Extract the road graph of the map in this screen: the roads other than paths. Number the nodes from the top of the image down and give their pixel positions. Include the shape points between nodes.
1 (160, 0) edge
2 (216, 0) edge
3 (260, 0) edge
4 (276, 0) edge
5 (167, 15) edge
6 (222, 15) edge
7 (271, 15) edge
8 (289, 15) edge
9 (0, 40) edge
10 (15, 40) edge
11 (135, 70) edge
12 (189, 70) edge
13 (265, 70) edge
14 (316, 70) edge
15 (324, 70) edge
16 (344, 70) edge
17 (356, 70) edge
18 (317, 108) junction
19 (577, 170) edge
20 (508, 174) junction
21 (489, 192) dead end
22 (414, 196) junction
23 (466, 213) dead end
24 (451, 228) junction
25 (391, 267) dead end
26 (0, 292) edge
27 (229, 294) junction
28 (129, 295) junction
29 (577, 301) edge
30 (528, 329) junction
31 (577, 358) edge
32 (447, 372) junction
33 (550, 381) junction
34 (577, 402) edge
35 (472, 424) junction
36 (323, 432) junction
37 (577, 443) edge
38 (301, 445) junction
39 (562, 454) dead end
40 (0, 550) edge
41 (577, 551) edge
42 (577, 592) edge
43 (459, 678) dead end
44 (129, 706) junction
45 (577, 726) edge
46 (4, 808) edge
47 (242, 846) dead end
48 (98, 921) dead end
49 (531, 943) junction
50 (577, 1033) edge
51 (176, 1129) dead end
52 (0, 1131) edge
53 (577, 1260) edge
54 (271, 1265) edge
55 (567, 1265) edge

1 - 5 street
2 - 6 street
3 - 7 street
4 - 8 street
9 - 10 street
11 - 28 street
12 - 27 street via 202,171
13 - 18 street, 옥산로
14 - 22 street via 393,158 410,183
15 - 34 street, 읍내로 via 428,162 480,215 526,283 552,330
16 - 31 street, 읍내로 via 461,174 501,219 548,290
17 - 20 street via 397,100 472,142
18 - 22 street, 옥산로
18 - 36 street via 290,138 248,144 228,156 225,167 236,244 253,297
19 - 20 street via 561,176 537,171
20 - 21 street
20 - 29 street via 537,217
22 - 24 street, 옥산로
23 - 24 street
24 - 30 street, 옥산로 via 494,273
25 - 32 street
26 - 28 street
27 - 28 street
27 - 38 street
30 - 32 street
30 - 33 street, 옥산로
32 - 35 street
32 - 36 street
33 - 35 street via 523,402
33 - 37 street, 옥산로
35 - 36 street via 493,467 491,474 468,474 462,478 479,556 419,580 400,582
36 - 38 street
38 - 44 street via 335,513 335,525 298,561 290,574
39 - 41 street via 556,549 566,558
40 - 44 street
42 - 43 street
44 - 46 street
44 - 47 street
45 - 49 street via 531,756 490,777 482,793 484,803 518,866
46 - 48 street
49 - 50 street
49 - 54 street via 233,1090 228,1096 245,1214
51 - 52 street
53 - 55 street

::::::::

Problem details
Give the listing above again in full, exactly as written.

Your solution
Extract the road graph of the map in this screen: the roads other than paths. Number the nodes from the top of the image down and give their pixel positions. Include the shape points between nodes.
1 (160, 0) edge
2 (216, 0) edge
3 (260, 0) edge
4 (276, 0) edge
5 (167, 15) edge
6 (222, 15) edge
7 (271, 15) edge
8 (289, 15) edge
9 (0, 40) edge
10 (15, 40) edge
11 (135, 70) edge
12 (189, 70) edge
13 (265, 70) edge
14 (316, 70) edge
15 (324, 70) edge
16 (344, 70) edge
17 (356, 70) edge
18 (317, 108) junction
19 (577, 170) edge
20 (508, 174) junction
21 (489, 192) dead end
22 (414, 196) junction
23 (466, 213) dead end
24 (451, 228) junction
25 (391, 267) dead end
26 (0, 292) edge
27 (229, 294) junction
28 (129, 295) junction
29 (577, 301) edge
30 (528, 329) junction
31 (577, 358) edge
32 (447, 372) junction
33 (550, 381) junction
34 (577, 402) edge
35 (472, 424) junction
36 (323, 432) junction
37 (577, 443) edge
38 (301, 445) junction
39 (562, 454) dead end
40 (0, 550) edge
41 (577, 551) edge
42 (577, 592) edge
43 (459, 678) dead end
44 (129, 706) junction
45 (577, 726) edge
46 (4, 808) edge
47 (242, 846) dead end
48 (98, 921) dead end
49 (531, 943) junction
50 (577, 1033) edge
51 (176, 1129) dead end
52 (0, 1131) edge
53 (577, 1260) edge
54 (271, 1265) edge
55 (567, 1265) edge

1 - 5 street
2 - 6 street
3 - 7 street
4 - 8 street
9 - 10 street
11 - 28 street
12 - 27 street via 202,171
13 - 18 street, 옥산로
14 - 22 street via 393,158 410,183
15 - 34 street, 읍내로 via 428,162 480,215 526,283 552,330
16 - 31 street, 읍내로 via 461,174 501,219 548,290
17 - 20 street via 397,100 472,142
18 - 22 street, 옥산로
18 - 36 street via 290,138 248,144 228,156 225,167 236,244 253,297
19 - 20 street via 561,176 537,171
20 - 21 street
20 - 29 street via 537,217
22 - 24 street, 옥산로
23 - 24 street
24 - 30 street, 옥산로 via 494,273
25 - 32 street
26 - 28 street
27 - 28 street
27 - 38 street
30 - 32 street
30 - 33 street, 옥산로
32 - 35 street
32 - 36 street
33 - 35 street via 523,402
33 - 37 street, 옥산로
35 - 36 street via 493,467 491,474 468,474 462,478 479,556 419,580 400,582
36 - 38 street
38 - 44 street via 335,513 335,525 298,561 290,574
39 - 41 street via 556,549 566,558
40 - 44 street
42 - 43 street
44 - 46 street
44 - 47 street
45 - 49 street via 531,756 490,777 482,793 484,803 518,866
46 - 48 street
49 - 50 street
49 - 54 street via 233,1090 228,1096 245,1214
51 - 52 street
53 - 55 street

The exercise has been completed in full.